§ EXERCISE REQUIREMENTS
All entries are to be copied exactly, with pictures removed.

─── RECORDS

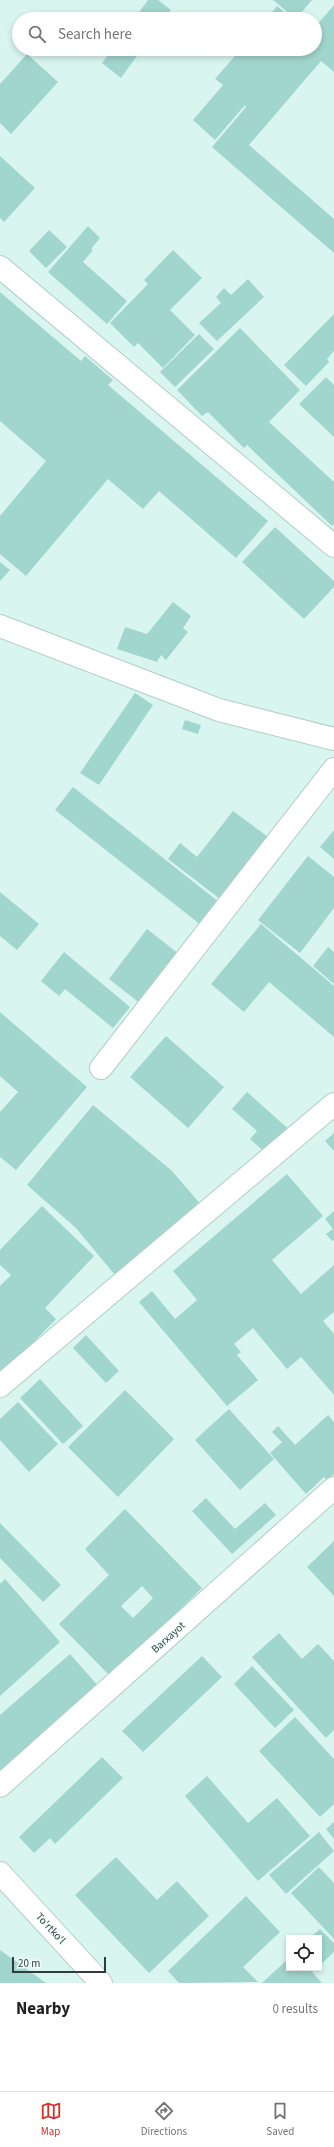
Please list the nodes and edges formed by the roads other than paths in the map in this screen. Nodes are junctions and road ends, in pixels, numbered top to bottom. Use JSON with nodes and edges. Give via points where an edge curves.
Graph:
{"nodes":[{"id":1,"x":0,"y":267,"type":"edge"},
{"id":2,"x":334,"y":546,"type":"edge"},
{"id":3,"x":0,"y":626,"type":"edge"},
{"id":4,"x":334,"y":739,"type":"edge"},
{"id":5,"x":334,"y":769,"type":"edge"},
{"id":6,"x":101,"y":1068,"type":"dead end"},
{"id":7,"x":334,"y":1104,"type":"edge"},
{"id":8,"x":0,"y":1386,"type":"edge"},
{"id":9,"x":334,"y":1488,"type":"edge"},
{"id":10,"x":0,"y":1786,"type":"edge"},
{"id":11,"x":0,"y":1873,"type":"edge"},
{"id":12,"x":101,"y":1983,"type":"edge"}],
"edges":[{"from":1,"to":2,"type":"street"},
{"from":3,"to":4,"type":"street","via":[[219,710]]},
{"from":5,"to":6,"type":"street"},
{"from":7,"to":8,"type":"street"},
{"from":9,"to":10,"type":"street","name":"Barxayot"},
{"from":11,"to":12,"type":"street","name":"To'rtko'l"}]}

──────

§ SOLUTION TO THIS PROBLEM
Please list the nodes and edges formed by the roads other than paths in the map in this screen. Nodes are junctions and road ends, in pixels, numbered top to bottom. Use JSON with nodes and edges. Give via points where an edge curves.
Graph:
{"nodes":[{"id":1,"x":0,"y":267,"type":"edge"},
{"id":2,"x":334,"y":546,"type":"edge"},
{"id":3,"x":0,"y":626,"type":"edge"},
{"id":4,"x":334,"y":739,"type":"edge"},
{"id":5,"x":334,"y":769,"type":"edge"},
{"id":6,"x":101,"y":1068,"type":"dead end"},
{"id":7,"x":334,"y":1104,"type":"edge"},
{"id":8,"x":0,"y":1386,"type":"edge"},
{"id":9,"x":334,"y":1488,"type":"edge"},
{"id":10,"x":0,"y":1786,"type":"edge"},
{"id":11,"x":0,"y":1873,"type":"edge"},
{"id":12,"x":101,"y":1983,"type":"edge"}],
"edges":[{"from":1,"to":2,"type":"street"},
{"from":3,"to":4,"type":"street","via":[[219,710]]},
{"from":5,"to":6,"type":"street"},
{"from":7,"to":8,"type":"street"},
{"from":9,"to":10,"type":"street","name":"Barxayot"},
{"from":11,"to":12,"type":"street","name":"To'rtko'l"}]}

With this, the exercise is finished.